In December 2005, Stanley “Tookie” Williams, executed at San Quentin, California, for murder, became one of the slightly more than the 1,000th American executed since the USA Supreme Court reinstated the death penalty in 1977. Williams, one of the founders of the notorious “Crips” street gang in Los Angeles in the early 1970s, was convicted of four murders on less than convincing evidence (he always claimed innocence) in 1981. While on death row he became an anti-violence advocate, renounced gang culture and wrote a series of childrens books about the dangers of gang life.
California Governor Arnold Schwarzenegger rejected his final appeal for clemency, saying he was clearly guilty and had never admitted guilt or shown remorse. Among other things, the public debate surrounding this and other cases emphasised the clear racial bias against Afro-Americans evident in the statistics.
In those countries where the death penalty has been abolished, imprisonment has become the panacea for all social ailments. In New South Wales, according to recent Department of Corrective Services figures, following an increase of 7 per cent last year, there are now more than 9,000 people in gaol. This is about one in 600 adults in the state, a rate that has almost doubled since the mid-1980s.

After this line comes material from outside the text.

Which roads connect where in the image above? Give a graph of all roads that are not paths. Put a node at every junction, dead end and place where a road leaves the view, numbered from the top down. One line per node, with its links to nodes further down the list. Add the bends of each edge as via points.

The average prison population has increased by about 400 inmates - equivalent to one extra prison a year - for the last seven years. These increases have been driven by the legislative outcomes of the never-ending “law and order debate”, particularly tougher sentences, restrictive sentencing guidelines, tougher bail application rules and the targeting of repeat offenders. More than half the prisoners are serving sentences longer than two years.

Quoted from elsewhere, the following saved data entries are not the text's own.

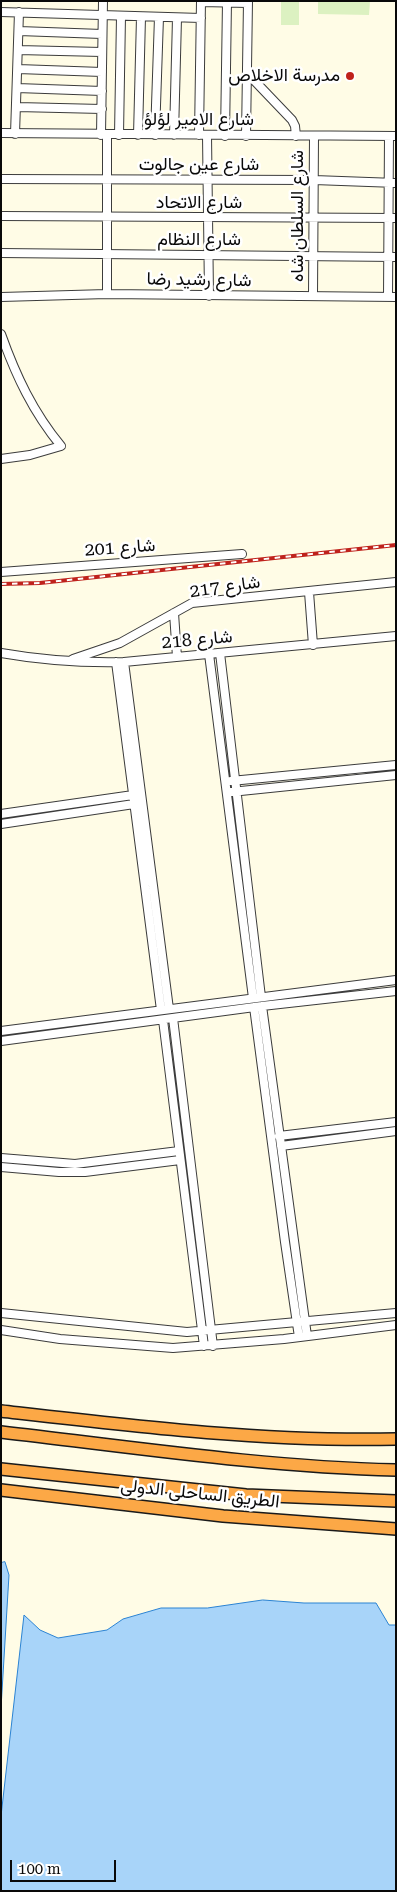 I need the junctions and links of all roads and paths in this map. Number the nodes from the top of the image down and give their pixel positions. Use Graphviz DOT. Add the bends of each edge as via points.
graph roads {
  1 [pos="102,1"];
  2 [pos="201,2"];
  3 [pos="227,2"];
  4 [pos="248,2"];
  5 [pos="1,12"];
  6 [pos="20,12"];
  7 [pos="102,15"];
  8 [pos="121,16"];
  9 [pos="141,16"];
  10 [pos="158,17"];
  11 [pos="177,18"];
  12 [pos="201,18"];
  13 [pos="19,31"];
  14 [pos="102,34"];
  15 [pos="18,50"];
  16 [pos="102,52"];
  17 [pos="18,69"];
  18 [pos="102,72"];
  19 [pos="248,74"];
  20 [pos="17,88"];
  21 [pos="102,90"];
  22 [pos="17,107"];
  23 [pos="102,109"];
  24 [pos="1,133"];
  25 [pos="15,134"];
  26 [pos="104,135"];
  27 [pos="119,135"];
  28 [pos="138,135"];
  29 [pos="155,135"];
  30 [pos="174,135"];
  31 [pos="203,135"];
  32 [pos="225,136"];
  33 [pos="246,136"];
  34 [pos="296,136"];
  35 [pos="314,136"];
  36 [pos="392,136"];
  37 [pos="1,179"];
  38 [pos="108,180"];
  39 [pos="208,180"];
  40 [pos="314,180"];
  41 [pos="392,183"];
  42 [pos="1,216"];
  43 [pos="107,217"];
  44 [pos="208,218"];
  45 [pos="392,218"];
  46 [pos="314,219"];
  47 [pos="1,254"];
  48 [pos="107,254"];
  49 [pos="208,256"];
  50 [pos="313,256"];
  51 [pos="392,256"];
  52 [pos="107,294"];
  53 [pos="209,296"];
  54 [pos="313,296"];
  55 [pos="1,297"];
  56 [pos="392,297"];
  57 [pos="1,334"];
  58 [pos="1,459"];
  59 [pos="242,554"];
  60 [pos="1,572"];
  61 [pos="396,582"];
  62 [pos="309,592"];
  63 [pos="174,613"];
  64 [pos="396,636"];
  65 [pos="313,645"];
  66 [pos="1,653"];
  67 [pos="220,653"];
  68 [pos="209,654"];
  69 [pos="177,657"];
  70 [pos="69,660"];
  71 [pos="120,662"];
  72 [pos="133,765"];
  73 [pos="396,765"];
  74 [pos="396,775"];
  75 [pos="235,780"];
  76 [pos="226,781"];
  77 [pos="237,791"];
  78 [pos="227,793"];
  79 [pos="133,795"];
  80 [pos="134,804"];
  81 [pos="1,814"];
  82 [pos="1,824"];
  83 [pos="234,844"];
  84 [pos="243,844"];
  85 [pos="146,860"];
  86 [pos="396,980"];
  87 [pos="396,991"];
  88 [pos="257,997"];
  89 [pos="258,1007"];
  90 [pos="165,1009"];
  91 [pos="173,1018"];
  92 [pos="162,1020"];
  93 [pos="1,1031"];
  94 [pos="1,1041"];
  95 [pos="396,1122"];
  96 [pos="396,1131"];
  97 [pos="279,1136"];
  98 [pos="281,1146"];
  99 [pos="180,1156"];
  100 [pos="1,1158"];
  101 [pos="1,1166"];
  102 [pos="1,1313"];
  103 [pos="396,1313"];
  104 [pos="306,1322"];
  105 [pos="297,1323"];
  106 [pos="396,1325"];
  107 [pos="1,1330"];
  108 [pos="211,1331"];
  109 [pos="202,1332"];
  110 [pos="307,1336"];
  111 [pos="299,1337"];
  112 [pos="204,1346"];
  113 [pos="213,1346"];
  114 [pos="1,1411"];
  115 [pos="1,1432"];
  116 [pos="396,1439"];
  117 [pos="1,1469"];
  118 [pos="396,1470"];
  119 [pos="1,1490"];
  120 [pos="396,1501"];
  121 [pos="396,1529"];
  1 -- 7 [label="street"];
  2 -- 3 [label="street"];
  2 -- 12 [label="street"];
  3 -- 4 [label="street"];
  3 -- 32 [label="street"];
  4 -- 19 [label="street"];
  5 -- 6 [label="street"];
  6 -- 7 [label="street"];
  6 -- 13 [label="street"];
  7 -- 8 [label="street"];
  7 -- 14 [label="street"];
  8 -- 9 [label="street"];
  8 -- 27 [label="street"];
  9 -- 10 [label="street"];
  9 -- 28 [label="street"];
  10 -- 11 [label="street"];
  10 -- 29 [label="street"];
  11 -- 12 [label="street"];
  11 -- 30 [label="street"];
  12 -- 31 [label="street"];
  13 -- 14 [label="street"];
  13 -- 15 [label="street"];
  14 -- 16 [label="street"];
  15 -- 16 [label="street"];
  15 -- 17 [label="street"];
  16 -- 18 [label="street"];
  17 -- 18 [label="street"];
  17 -- 20 [label="street"];
  18 -- 21 [label="street"];
  19 -- 33 [label="street"];
  19 -- 34 [label="street" via="292,120"];
  20 -- 21 [label="street"];
  20 -- 22 [label="street"];
  21 -- 23 [label="street"];
  22 -- 23 [label="street"];
  22 -- 25 [label="street"];
  23 -- 26 [label="street"];
  24 -- 25 [label="street, شارع الامير لؤلؤ"];
  25 -- 26 [label="street, شارع الامير لؤلؤ"];
  26 -- 27 [label="street, شارع الامير لؤلؤ"];
  26 -- 38 [label="street"];
  27 -- 28 [label="street, شارع الامير لؤلؤ"];
  28 -- 29 [label="street, شارع الامير لؤلؤ"];
  29 -- 30 [label="street, شارع الامير لؤلؤ"];
  30 -- 31 [label="street, شارع الامير لؤلؤ"];
  31 -- 32 [label="street, شارع الامير لؤلؤ"];
  31 -- 39 [label="street"];
  32 -- 33 [label="street, شارع الامير لؤلؤ"];
  33 -- 34 [label="street, شارع الامير لؤلؤ"];
  34 -- 35 [label="street, شارع الامير لؤلؤ"];
  35 -- 36 [label="street, شارع الامير لؤلؤ"];
  35 -- 40 [label="street, شارع السلطان شاه"];
  36 -- 41 [label="street"];
  37 -- 38 [label="street, شارع عين جالوت"];
  38 -- 39 [label="street, شارع عين جالوت"];
  38 -- 43 [label="street"];
  39 -- 40 [label="street, شارع عين جالوت"];
  39 -- 44 [label="street"];
  40 -- 41 [label="street, شارع عين جالوت"];
  40 -- 46 [label="street, شارع السلطان شاه"];
  41 -- 45 [label="street"];
  42 -- 43 [label="street, شارع الاتحاد"];
  43 -- 44 [label="street, شارع الاتحاد"];
  43 -- 48 [label="street"];
  44 -- 46 [label="street, شارع الاتحاد"];
  44 -- 49 [label="street"];
  45 -- 46 [label="street, شارع الاتحاد"];
  45 -- 51 [label="street"];
  46 -- 50 [label="street, شارع السلطان شاه"];
  47 -- 48 [label="street, شارع النظام"];
  48 -- 49 [label="street, شارع النظام"];
  48 -- 52 [label="street"];
  49 -- 50 [label="street, شارع النظام"];
  49 -- 53 [label="street"];
  50 -- 51 [label="street, شارع النظام"];
  50 -- 54 [label="street, شارع السلطان شاه"];
  51 -- 56 [label="street"];
  52 -- 53 [label="street, شارع رشيد رضا"];
  52 -- 55 [label="street, شارع رشيد رضا"];
  53 -- 54 [label="street, شارع رشيد رضا"];
  54 -- 56 [label="street, شارع رشيد رضا"];
  57 -- 58 [label="street" via="22,387 39,418 61,446"];
  59 -- 60 [label="street, شارع 201"];
  61 -- 62 [label="street, شارع 217"];
  62 -- 63 [label="street, شارع 217" via="192,603"];
  62 -- 65 [label="street"];
  63 -- 69 [label="street"];
  63 -- 70 [label="street, شارع 217" via="114,645"];
  64 -- 65 [label="street, شارع 218"];
  65 -- 67 [label="street, شارع 218"];
  66 -- 70 [label="street, شارع 218"];
  67 -- 68 [label="street, شارع 218"];
  67 -- 75 [label="street"];
  68 -- 69 [label="street, شارع 218"];
  68 -- 76 [label="street"];
  69 -- 71 [label="street, شارع 218"];
  70 -- 71 [label="street, شارع 218"];
  71 -- 72 [label="street"];
  72 -- 79 [label="street"];
  72 -- 85 [label="street"];
  73 -- 75 [label="street"];
  74 -- 77 [label="street"];
  75 -- 76 [label="street"];
  75 -- 77 [label="street"];
  76 -- 78 [label="street"];
  77 -- 78 [label="street"];
  77 -- 84 [label="street"];
  78 -- 83 [label="street"];
  79 -- 80 [label="street"];
  79 -- 81 [label="street"];
  80 -- 82 [label="street"];
  80 -- 85 [label="street"];
  83 -- 84 [label="street"];
  83 -- 88 [label="street"];
  84 -- 88 [label="street"];
  85 -- 90 [label="street"];
  86 -- 88 [label="street"];
  87 -- 89 [label="street"];
  88 -- 90 [label="street"];
  89 -- 91 [label="street"];
  89 -- 97 [label="street"];
  89 -- 105 [label="street" via="284,1242"];
  90 -- 93 [label="street"];
  91 -- 92 [label="street"];
  91 -- 108 [label="street"];
  92 -- 94 [label="street"];
  92 -- 99 [label="street"];
  95 -- 97 [label="street"];
  96 -- 98 [label="street"];
  97 -- 98 [label="street"];
  98 -- 104 [label="street"];
  99 -- 100 [label="street" via="74,1164"];
  99 -- 101 [label="street" via="85,1172"];
  99 -- 109 [label="street"];
  102 -- 109 [label="street"];
  103 -- 104 [label="street"];
  104 -- 105 [label="street"];
  104 -- 110 [label="street"];
  105 -- 108 [label="street"];
  105 -- 111 [label="street"];
  106 -- 110 [label="street"];
  107 -- 112 [label="street" via="141,1347"];
  108 -- 109 [label="street"];
  108 -- 113 [label="street"];
  109 -- 112 [label="street"];
  110 -- 111 [label="street"];
  111 -- 113 [label="street"];
  112 -- 113 [label="street"];
  114 -- 116 [label="highway" via="258,1436"];
  115 -- 118 [label="highway" via="213,1457"];
  117 -- 120 [label="highway, الطريق الساحلى الدولى" via="246,1495"];
  119 -- 121 [label="highway, الطريق الساحلى الدولى" via="223,1516"];
}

NSW prisons also have tough internal regimes. Inmates are allowed fewer hours out of their cells than any other state. But the benefits of all this are highly dubious. NSW has the highest rate of recidivism (re-offending) in Australia. Professor Chris Cunneen, Director of the NSW Institute of Criminology, has made the point: “You could argue that you’re providing community protection by putting people in custody but you are not providing any rehabilitative impact.”